[REQUIRED ACTION]
Return all lines from the listing below in which "name" appears.

[MATERIAL FOR THE TASK]

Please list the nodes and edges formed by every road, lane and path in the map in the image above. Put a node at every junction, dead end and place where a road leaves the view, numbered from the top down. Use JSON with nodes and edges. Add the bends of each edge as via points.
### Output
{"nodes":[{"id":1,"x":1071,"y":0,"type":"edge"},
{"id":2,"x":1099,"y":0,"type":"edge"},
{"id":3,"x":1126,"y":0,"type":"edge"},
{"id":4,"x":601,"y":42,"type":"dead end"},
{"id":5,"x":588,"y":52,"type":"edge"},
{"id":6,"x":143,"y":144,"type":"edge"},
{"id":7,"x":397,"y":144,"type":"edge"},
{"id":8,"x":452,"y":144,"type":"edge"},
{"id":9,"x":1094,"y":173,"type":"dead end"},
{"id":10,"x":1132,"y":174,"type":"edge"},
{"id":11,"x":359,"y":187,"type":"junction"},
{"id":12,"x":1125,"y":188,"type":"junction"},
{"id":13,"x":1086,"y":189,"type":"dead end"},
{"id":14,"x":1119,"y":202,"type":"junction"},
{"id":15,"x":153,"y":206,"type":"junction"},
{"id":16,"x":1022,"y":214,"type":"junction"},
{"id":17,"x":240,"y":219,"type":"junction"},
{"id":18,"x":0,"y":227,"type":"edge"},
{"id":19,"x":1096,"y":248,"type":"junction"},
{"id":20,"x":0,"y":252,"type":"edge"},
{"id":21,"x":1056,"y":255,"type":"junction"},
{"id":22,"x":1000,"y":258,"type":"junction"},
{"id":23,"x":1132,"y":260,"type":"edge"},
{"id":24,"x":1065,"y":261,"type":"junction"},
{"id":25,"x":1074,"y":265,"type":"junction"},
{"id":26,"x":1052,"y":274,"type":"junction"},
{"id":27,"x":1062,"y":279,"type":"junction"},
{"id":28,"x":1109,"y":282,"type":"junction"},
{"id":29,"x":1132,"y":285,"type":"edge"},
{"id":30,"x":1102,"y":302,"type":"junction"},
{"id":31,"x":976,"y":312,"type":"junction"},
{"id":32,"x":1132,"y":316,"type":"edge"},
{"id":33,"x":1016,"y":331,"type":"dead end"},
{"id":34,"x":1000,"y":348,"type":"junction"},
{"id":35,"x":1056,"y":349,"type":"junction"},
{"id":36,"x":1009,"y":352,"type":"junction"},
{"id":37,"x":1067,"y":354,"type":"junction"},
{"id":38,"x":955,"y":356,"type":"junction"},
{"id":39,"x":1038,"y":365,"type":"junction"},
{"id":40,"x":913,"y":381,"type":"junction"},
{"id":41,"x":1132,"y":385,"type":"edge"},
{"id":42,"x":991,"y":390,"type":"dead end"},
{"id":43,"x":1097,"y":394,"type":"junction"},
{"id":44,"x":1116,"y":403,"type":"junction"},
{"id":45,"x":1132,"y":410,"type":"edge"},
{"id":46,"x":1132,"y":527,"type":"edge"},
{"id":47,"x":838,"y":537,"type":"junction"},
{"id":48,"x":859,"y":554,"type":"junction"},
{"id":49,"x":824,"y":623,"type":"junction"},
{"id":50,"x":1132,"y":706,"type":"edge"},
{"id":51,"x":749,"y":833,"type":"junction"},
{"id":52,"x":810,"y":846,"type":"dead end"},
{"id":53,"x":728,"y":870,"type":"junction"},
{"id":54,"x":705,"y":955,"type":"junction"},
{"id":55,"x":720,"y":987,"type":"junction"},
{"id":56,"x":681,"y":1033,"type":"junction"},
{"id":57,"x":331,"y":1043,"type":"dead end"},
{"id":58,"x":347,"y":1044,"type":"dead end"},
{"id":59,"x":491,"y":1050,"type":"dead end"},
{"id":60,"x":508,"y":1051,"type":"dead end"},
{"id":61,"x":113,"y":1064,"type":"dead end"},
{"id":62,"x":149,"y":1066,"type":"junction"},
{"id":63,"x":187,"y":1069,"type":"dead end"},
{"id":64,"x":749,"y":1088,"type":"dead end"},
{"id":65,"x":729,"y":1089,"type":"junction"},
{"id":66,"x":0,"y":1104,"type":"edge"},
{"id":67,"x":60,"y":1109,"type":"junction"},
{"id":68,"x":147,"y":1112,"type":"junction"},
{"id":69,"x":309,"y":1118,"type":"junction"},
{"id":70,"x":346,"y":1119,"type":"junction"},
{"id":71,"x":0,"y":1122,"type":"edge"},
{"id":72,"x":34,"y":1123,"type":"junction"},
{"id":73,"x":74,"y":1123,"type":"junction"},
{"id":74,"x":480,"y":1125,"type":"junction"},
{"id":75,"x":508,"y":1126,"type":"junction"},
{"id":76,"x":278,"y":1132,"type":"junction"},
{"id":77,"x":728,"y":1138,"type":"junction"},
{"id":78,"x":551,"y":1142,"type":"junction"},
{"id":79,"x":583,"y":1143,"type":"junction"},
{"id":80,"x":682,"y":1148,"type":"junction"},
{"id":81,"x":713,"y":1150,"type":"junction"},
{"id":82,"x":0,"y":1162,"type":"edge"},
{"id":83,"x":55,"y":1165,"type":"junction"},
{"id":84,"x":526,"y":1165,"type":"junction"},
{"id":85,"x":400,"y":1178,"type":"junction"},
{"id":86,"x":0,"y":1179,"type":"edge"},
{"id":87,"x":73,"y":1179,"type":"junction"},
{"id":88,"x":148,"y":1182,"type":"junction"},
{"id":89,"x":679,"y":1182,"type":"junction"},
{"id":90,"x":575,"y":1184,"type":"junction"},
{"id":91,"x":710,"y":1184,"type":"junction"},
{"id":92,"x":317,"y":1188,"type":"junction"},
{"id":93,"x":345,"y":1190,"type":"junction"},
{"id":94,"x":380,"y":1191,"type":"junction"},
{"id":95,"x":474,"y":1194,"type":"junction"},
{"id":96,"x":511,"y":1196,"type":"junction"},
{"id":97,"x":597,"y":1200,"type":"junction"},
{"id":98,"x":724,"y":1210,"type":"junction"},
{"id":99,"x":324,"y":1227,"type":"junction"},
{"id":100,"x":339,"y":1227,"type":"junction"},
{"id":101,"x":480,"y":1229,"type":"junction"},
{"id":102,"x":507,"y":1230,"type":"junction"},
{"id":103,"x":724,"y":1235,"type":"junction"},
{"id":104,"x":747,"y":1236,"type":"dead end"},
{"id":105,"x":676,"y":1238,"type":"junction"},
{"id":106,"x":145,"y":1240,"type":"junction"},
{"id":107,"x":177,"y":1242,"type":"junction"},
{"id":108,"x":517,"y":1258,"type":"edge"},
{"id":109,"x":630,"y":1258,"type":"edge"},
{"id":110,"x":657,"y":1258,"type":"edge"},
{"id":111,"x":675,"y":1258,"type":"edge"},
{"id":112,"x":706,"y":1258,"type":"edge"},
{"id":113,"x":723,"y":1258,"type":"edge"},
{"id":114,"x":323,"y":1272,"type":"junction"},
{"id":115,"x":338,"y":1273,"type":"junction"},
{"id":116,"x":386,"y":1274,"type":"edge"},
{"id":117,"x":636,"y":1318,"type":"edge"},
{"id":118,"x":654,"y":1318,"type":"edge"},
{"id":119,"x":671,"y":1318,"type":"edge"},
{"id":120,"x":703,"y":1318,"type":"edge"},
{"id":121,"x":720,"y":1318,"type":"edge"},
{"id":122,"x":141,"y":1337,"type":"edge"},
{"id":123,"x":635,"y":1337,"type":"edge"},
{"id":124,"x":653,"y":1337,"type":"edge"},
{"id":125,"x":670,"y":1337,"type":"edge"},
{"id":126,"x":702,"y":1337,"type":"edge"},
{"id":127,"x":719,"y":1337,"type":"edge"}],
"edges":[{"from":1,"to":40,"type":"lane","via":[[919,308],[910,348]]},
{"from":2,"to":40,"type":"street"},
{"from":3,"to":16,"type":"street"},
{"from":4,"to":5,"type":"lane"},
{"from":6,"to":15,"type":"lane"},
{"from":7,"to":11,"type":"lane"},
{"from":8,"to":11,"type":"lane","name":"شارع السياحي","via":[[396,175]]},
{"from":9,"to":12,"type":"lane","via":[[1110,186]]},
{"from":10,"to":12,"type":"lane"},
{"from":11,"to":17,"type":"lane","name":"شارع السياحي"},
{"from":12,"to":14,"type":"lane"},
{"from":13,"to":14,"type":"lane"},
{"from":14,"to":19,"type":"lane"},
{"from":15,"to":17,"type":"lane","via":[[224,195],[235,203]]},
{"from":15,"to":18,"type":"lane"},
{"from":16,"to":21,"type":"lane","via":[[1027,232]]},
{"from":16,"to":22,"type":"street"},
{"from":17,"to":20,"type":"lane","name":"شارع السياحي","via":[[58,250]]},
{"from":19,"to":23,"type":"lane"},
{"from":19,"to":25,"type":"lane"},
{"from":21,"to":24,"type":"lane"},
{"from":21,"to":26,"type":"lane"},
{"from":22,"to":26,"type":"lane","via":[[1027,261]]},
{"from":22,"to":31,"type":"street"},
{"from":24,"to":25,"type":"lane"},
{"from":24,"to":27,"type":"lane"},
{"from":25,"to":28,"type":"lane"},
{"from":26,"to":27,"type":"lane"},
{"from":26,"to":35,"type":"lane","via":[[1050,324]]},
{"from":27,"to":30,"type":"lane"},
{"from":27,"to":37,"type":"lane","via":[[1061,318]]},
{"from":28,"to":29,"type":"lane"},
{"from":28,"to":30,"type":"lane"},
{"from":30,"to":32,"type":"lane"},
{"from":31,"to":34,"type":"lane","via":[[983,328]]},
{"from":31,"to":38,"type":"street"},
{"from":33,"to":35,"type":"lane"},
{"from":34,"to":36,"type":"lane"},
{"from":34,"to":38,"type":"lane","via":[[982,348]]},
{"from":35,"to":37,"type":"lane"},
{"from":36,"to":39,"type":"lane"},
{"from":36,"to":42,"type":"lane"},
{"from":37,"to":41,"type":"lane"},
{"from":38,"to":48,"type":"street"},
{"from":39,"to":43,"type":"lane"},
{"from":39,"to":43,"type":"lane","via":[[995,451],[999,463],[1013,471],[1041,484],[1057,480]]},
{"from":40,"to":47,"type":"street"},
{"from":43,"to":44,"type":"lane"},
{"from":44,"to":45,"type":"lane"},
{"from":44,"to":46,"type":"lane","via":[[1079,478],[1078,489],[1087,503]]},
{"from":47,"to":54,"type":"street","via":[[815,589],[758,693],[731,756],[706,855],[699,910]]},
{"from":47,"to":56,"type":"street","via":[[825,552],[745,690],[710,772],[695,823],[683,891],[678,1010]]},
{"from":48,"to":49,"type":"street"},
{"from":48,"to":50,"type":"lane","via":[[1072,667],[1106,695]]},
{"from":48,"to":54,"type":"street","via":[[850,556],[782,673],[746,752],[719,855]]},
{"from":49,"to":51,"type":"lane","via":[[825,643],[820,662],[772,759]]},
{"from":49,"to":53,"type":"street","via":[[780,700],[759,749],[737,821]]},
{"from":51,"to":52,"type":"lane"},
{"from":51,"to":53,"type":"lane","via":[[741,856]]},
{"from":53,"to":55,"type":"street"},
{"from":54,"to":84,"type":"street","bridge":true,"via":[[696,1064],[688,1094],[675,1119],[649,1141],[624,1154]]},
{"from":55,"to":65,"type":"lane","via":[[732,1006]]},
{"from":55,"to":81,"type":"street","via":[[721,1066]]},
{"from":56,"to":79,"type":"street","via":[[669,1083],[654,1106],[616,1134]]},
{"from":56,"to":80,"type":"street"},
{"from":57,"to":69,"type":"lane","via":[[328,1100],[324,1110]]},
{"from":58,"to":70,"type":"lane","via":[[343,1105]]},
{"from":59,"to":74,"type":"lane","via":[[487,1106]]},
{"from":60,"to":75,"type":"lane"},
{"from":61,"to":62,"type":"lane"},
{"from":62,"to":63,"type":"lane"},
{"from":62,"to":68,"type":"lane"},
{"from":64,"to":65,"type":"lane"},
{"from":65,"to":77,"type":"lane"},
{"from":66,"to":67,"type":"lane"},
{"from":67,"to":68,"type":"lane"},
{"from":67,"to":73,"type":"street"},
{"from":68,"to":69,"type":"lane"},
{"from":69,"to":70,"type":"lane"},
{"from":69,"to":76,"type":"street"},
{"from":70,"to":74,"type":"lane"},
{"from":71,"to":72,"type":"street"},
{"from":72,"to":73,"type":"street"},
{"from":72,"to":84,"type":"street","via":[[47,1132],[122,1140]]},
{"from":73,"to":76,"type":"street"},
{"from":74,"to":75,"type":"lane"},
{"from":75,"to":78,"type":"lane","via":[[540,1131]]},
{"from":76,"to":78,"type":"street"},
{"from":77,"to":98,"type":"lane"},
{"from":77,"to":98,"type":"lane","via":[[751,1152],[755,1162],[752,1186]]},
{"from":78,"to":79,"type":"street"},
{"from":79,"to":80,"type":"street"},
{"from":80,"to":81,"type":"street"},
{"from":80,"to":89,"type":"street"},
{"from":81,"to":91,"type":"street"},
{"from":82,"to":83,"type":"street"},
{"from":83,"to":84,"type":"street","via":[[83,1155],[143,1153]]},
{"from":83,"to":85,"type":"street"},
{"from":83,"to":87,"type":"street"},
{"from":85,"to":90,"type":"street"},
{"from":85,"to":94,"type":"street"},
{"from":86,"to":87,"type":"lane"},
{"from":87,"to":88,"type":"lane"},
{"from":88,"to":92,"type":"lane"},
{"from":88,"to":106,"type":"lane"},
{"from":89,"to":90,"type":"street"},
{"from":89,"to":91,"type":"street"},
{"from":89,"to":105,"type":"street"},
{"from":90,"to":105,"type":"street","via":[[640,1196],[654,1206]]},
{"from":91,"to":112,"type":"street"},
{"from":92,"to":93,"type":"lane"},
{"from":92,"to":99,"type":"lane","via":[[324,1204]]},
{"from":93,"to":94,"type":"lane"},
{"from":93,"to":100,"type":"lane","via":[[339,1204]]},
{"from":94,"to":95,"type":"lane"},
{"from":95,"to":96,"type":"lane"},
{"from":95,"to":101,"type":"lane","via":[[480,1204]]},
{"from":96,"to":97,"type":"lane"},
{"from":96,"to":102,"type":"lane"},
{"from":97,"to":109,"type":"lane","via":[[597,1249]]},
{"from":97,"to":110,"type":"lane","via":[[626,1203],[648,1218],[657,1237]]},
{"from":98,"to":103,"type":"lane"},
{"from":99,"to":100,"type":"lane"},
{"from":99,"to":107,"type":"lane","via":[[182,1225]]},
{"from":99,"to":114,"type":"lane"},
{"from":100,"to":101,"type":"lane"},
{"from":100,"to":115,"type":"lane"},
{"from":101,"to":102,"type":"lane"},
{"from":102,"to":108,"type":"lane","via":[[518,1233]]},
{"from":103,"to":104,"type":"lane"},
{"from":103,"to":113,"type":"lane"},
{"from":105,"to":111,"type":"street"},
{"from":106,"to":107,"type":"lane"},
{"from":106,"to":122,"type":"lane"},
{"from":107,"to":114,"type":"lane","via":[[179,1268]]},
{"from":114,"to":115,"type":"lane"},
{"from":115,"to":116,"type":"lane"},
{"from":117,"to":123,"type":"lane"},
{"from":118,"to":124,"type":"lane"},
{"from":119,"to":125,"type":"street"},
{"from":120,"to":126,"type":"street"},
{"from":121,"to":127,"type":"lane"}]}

[OUTPUT FOR THIS EXERCISE]
{"from":8,"to":11,"type":"lane","name":"شارع السياحي","via":[[396,175]]},
{"from":11,"to":17,"type":"lane","name":"شارع السياحي"},
{"from":17,"to":20,"type":"lane","name":"شارع السياحي","via":[[58,250]]},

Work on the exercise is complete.